• [Goal of the exercise] Read through the listing and copy every line that contains the word "index".

START Data provided

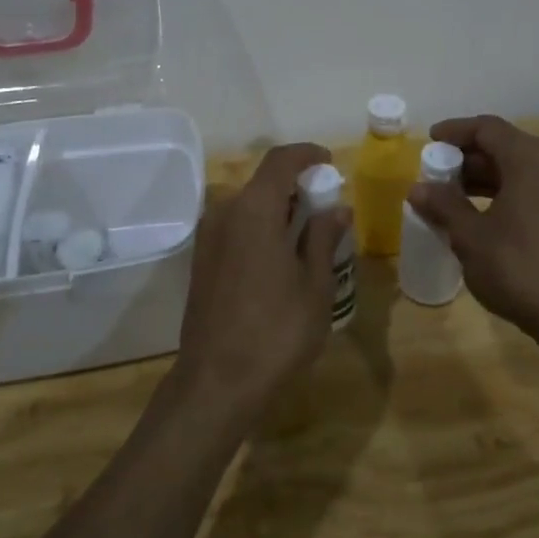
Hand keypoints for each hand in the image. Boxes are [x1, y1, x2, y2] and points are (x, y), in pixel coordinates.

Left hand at [175, 143, 349, 413]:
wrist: (217, 382)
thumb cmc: (276, 331)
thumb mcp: (315, 285)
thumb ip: (324, 239)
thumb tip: (337, 209)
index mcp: (253, 211)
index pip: (280, 161)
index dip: (307, 155)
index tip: (329, 163)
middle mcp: (224, 214)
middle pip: (262, 183)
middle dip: (296, 186)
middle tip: (326, 207)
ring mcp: (207, 238)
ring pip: (247, 206)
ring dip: (277, 209)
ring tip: (308, 235)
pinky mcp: (201, 261)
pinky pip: (235, 227)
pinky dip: (260, 227)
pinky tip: (281, 256)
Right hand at [406, 115, 538, 347]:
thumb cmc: (518, 268)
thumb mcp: (471, 237)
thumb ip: (443, 206)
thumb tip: (418, 188)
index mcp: (530, 159)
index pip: (487, 128)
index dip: (455, 131)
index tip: (429, 140)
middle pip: (506, 146)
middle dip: (468, 157)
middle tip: (437, 173)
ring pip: (521, 169)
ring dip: (486, 177)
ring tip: (453, 196)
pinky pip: (535, 188)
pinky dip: (507, 192)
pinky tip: (484, 216)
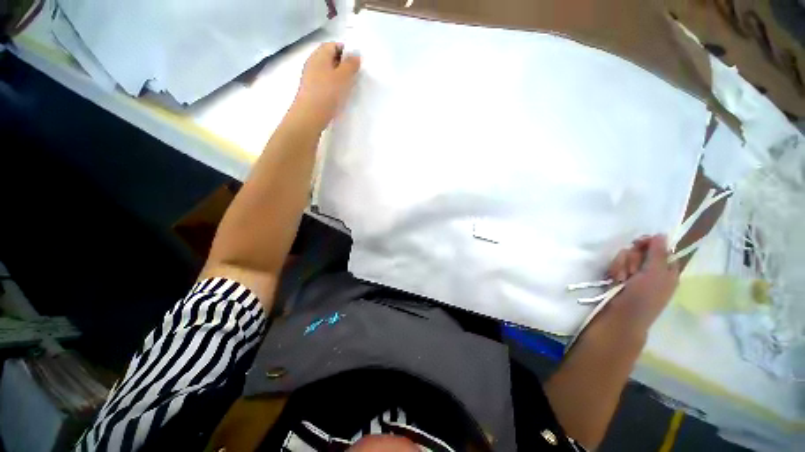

END Data provided

• [Output for this task]
index mcp: (253, 211)
index pip: (280, 161)
index dip: (307, 155)
index tip: (329, 163)
index mcp: (530, 159)
index pip: (487, 128)
index dip: (455, 131)
index tip: (429, 140)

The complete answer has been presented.